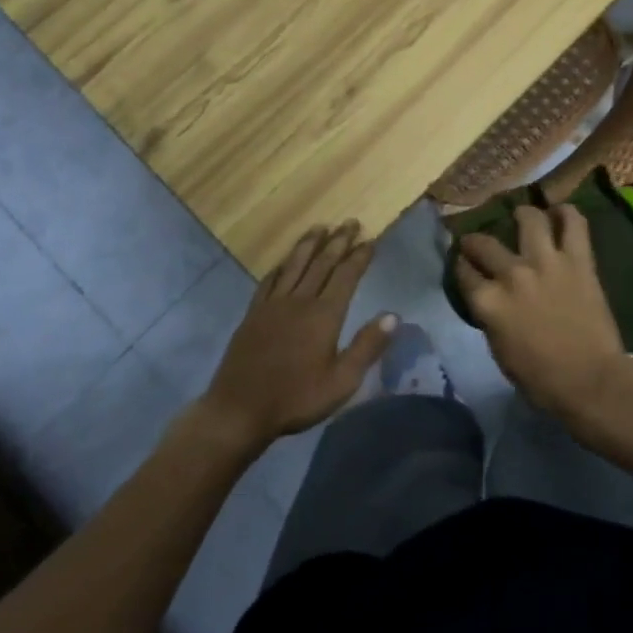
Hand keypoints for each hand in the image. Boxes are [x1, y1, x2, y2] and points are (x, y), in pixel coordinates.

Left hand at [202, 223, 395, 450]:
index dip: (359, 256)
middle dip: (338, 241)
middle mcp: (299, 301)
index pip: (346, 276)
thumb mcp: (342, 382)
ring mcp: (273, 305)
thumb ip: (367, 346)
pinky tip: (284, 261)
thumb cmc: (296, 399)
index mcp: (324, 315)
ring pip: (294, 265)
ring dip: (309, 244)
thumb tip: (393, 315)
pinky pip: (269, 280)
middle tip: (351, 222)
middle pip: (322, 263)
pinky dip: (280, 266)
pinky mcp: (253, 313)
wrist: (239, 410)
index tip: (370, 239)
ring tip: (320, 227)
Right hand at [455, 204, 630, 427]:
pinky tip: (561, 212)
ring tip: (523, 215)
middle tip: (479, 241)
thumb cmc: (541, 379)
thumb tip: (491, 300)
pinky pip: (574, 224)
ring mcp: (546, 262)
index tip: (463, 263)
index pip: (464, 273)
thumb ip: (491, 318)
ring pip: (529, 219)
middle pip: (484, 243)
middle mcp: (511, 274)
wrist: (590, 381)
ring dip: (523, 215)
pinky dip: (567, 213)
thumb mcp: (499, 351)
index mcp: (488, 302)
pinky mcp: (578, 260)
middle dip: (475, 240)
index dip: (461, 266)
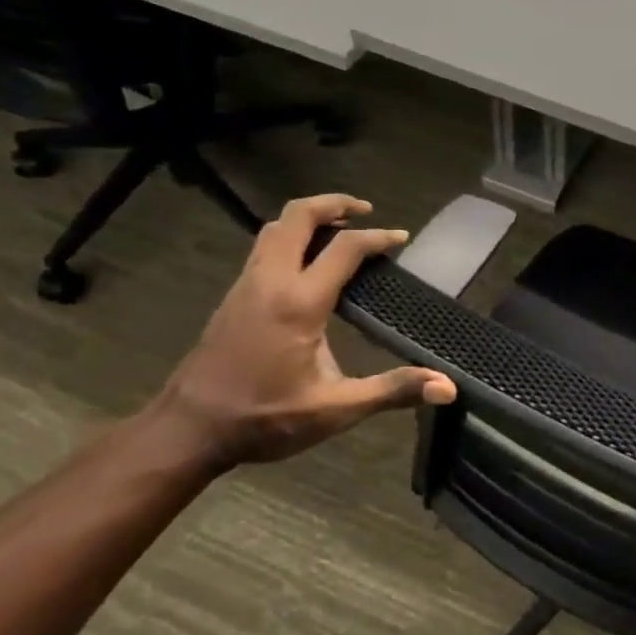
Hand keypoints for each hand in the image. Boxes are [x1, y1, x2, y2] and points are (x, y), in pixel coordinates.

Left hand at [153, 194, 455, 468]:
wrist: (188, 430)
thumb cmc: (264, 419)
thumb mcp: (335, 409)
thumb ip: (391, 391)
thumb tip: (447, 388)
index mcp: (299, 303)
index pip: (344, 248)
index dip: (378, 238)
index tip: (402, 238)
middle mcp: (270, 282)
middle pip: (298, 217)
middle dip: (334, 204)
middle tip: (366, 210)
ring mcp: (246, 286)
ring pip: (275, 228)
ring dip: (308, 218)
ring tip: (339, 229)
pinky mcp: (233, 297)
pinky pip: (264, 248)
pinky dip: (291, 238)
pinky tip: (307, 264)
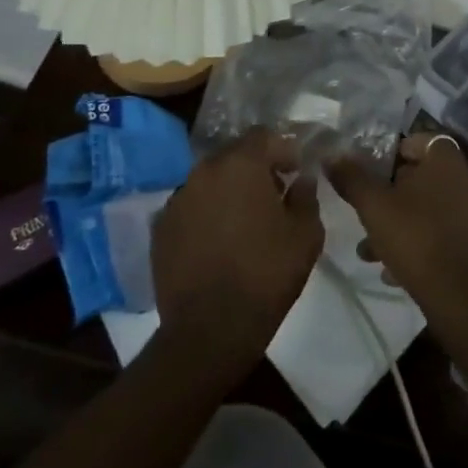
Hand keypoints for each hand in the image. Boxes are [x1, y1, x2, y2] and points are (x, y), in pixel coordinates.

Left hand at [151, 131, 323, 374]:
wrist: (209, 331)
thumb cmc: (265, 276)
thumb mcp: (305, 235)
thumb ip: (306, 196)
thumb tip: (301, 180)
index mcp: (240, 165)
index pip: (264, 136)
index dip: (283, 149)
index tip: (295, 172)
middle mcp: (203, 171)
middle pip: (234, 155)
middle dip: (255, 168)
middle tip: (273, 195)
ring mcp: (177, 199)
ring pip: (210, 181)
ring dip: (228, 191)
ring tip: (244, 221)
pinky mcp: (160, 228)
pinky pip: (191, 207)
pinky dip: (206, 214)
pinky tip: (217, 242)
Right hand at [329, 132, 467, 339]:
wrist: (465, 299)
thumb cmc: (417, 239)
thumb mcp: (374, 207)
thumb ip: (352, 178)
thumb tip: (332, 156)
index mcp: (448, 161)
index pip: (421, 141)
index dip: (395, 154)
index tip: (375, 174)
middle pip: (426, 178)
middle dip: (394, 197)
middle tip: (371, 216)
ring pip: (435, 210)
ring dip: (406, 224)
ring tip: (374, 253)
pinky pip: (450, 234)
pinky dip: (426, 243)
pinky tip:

# # # # # # #

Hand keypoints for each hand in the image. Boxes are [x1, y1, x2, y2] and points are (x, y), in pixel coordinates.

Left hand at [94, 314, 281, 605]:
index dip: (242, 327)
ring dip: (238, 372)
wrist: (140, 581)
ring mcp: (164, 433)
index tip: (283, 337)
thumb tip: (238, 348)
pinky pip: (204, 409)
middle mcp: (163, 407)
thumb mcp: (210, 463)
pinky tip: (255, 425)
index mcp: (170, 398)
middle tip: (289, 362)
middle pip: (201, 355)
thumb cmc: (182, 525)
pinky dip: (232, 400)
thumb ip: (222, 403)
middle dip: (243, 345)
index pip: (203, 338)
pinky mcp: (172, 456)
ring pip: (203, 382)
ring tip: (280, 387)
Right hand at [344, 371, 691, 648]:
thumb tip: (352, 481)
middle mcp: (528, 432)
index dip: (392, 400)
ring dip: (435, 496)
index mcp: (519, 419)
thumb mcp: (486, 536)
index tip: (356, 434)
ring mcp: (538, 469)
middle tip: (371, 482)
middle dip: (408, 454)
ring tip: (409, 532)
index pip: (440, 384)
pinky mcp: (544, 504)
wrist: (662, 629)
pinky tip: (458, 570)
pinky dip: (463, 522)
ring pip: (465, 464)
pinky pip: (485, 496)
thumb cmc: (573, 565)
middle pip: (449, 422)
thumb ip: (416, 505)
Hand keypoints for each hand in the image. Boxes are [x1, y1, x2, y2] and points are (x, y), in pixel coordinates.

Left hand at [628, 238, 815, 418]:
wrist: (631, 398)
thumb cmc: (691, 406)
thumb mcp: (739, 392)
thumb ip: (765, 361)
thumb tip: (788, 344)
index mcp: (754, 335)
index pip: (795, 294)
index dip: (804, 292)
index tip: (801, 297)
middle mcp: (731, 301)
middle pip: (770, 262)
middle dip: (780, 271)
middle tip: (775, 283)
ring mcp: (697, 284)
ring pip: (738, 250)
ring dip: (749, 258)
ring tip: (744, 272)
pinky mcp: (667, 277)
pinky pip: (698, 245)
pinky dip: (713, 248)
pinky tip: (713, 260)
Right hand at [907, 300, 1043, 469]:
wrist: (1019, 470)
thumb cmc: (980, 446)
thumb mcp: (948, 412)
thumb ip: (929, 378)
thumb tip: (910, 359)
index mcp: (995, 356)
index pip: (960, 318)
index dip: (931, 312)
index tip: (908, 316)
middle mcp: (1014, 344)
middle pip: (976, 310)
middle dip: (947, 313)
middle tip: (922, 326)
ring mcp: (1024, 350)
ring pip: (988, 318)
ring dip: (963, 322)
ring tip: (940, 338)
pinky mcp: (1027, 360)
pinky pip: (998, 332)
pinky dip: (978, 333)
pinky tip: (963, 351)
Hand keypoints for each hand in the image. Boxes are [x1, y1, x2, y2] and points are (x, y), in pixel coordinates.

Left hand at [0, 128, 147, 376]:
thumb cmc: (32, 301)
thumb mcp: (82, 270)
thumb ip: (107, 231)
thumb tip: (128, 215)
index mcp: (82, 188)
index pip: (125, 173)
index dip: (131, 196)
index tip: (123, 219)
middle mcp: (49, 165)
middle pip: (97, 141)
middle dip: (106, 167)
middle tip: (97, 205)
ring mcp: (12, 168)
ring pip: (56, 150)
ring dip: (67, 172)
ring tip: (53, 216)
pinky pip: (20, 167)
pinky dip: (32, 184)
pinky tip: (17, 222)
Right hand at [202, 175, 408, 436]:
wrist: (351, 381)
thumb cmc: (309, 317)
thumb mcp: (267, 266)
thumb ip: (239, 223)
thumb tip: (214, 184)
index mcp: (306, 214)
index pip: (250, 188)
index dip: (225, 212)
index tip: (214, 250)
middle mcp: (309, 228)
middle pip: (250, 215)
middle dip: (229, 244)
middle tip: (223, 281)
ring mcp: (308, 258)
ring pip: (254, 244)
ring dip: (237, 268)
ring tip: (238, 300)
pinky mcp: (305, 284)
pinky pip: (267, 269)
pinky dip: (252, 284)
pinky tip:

# # # # # # #

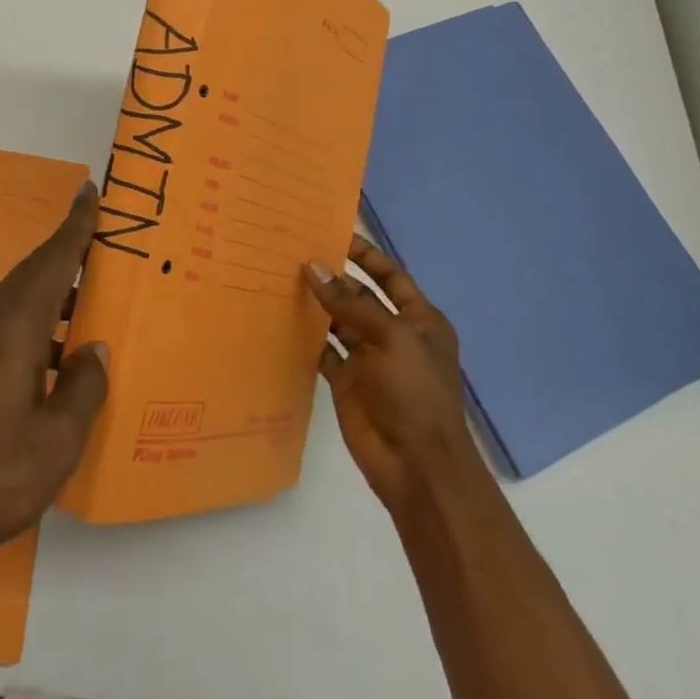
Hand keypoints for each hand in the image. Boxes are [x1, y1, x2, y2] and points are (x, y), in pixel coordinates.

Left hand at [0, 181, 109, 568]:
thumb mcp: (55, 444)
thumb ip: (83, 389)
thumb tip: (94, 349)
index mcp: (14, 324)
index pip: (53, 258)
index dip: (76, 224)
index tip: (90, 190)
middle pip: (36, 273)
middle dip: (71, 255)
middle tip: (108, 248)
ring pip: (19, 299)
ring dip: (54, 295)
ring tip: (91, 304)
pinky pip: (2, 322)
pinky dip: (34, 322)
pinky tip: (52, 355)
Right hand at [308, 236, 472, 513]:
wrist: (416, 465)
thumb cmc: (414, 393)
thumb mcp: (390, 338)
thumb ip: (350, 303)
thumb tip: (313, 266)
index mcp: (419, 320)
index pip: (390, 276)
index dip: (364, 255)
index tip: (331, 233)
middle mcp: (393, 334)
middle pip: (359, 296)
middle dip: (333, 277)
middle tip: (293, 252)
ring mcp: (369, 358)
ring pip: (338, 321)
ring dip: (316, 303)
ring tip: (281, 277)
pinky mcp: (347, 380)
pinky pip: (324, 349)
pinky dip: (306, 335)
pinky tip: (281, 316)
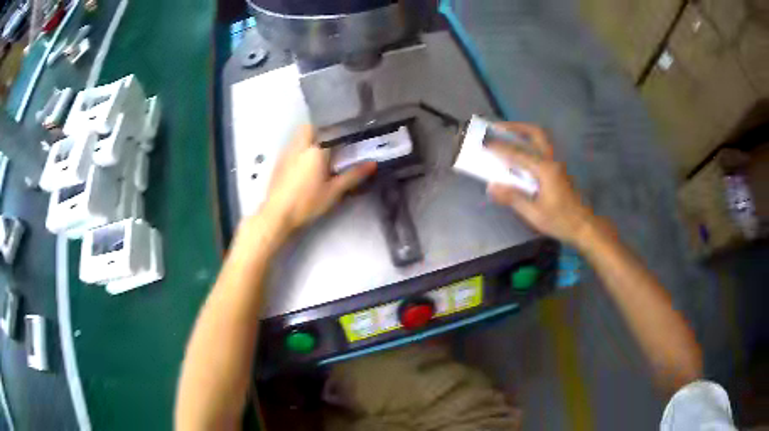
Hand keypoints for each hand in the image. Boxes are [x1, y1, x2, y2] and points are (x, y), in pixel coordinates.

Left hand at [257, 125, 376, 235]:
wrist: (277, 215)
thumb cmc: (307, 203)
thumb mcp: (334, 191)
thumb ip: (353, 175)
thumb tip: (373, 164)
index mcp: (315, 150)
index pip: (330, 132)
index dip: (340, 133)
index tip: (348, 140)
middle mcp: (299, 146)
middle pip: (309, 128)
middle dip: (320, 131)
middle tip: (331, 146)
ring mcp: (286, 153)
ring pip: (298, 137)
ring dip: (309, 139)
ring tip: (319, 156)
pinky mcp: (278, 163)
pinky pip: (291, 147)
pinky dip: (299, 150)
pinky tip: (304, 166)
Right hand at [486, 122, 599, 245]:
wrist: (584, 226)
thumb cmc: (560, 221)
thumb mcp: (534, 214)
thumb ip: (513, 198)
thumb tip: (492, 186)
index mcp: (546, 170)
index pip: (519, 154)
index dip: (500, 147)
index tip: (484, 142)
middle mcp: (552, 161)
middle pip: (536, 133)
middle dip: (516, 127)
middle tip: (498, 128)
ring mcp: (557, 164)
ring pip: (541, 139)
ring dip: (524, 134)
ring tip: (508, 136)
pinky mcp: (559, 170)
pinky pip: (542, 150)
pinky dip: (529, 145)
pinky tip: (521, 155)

# # # # # # #

Task instructions ->
Return only the lines between the one holding "ring dip: (435, 496)" and the one holding "middle dip: (780, 271)", inclusive, exactly as they appear above.

Answer below ->
ring dip: (435, 496)
index mcp: (519, 419)
thumb mcp: (486, 536)
index tip: (356, 434)
ring mcp: (538, 469)
middle tip: (371, 482)
middle dip: (408, 454)
ring tip: (409, 532)
index pip: (440, 384)
pinky mcp: (544, 504)
wrist: (662, 629)
pinky tip: (458, 570)
pinky dip: (463, 522)
ring pip: (465, 464)
pinky pip: (485, 496)
thumb cmc: (573, 565)
middle pip: (449, 422)
thumb ip: (416, 505)
Hand keypoints for each hand in the image. Boxes are [x1, y1, x2, y2] and points are (x, y), in pixel coordinates.

Left hand at [628, 238, 815, 418]:
wrist: (631, 398)
thumb cmc: (691, 406)
thumb mcp: (739, 392)
thumb ip: (765, 361)
thumb tip: (788, 344)
index mcp: (754, 335)
index pip: (795, 294)
index dip: (804, 292)
index tip: (801, 297)
middle mcp: (731, 301)
middle pip: (770, 262)
middle dip: (780, 271)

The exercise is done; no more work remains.